(Collected data)
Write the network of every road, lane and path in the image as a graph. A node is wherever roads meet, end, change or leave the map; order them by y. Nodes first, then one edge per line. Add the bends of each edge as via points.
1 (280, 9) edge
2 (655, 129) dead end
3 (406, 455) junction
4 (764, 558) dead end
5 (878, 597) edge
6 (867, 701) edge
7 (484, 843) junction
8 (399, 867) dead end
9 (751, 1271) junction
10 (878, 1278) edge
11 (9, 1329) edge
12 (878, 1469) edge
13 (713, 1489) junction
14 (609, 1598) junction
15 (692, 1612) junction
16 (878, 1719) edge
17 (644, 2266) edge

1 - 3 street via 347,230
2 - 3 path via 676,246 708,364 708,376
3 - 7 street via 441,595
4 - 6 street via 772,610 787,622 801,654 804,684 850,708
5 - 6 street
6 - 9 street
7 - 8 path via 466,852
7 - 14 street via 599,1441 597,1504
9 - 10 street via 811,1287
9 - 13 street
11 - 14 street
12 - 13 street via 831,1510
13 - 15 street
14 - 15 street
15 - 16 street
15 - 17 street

_TRY IT:_ Transcribe every record above word for word.

_REPLY TO THE TASK:_
Write the network of every road, lane and path in the image as a graph. A node is wherever roads meet, end, change or leave the map; order them by y. Nodes first, then one edge per line. Add the bends of each edge as via points.
1 (280, 9) edge
2 (655, 129) dead end
3 (406, 455) junction
4 (764, 558) dead end
5 (878, 597) edge
6 (867, 701) edge
7 (484, 843) junction
8 (399, 867) dead end
9 (751, 1271) junction
10 (878, 1278) edge
11 (9, 1329) edge
12 (878, 1469) edge
13 (713, 1489) junction
14 (609, 1598) junction
15 (692, 1612) junction
16 (878, 1719) edge
17 (644, 2266) edge

1 - 3 street via 347,230
2 - 3 path via 676,246 708,364 708,376
3 - 7 street via 441,595
4 - 6 street via 772,610 787,622 801,654 804,684 850,708
5 - 6 street
6 - 9 street
7 - 8 path via 466,852
7 - 14 street via 599,1441 597,1504
9 - 10 street via 811,1287
9 - 13 street
11 - 14 street
12 - 13 street via 831,1510
13 - 15 street
14 - 15 street
15 - 16 street
15 - 17 street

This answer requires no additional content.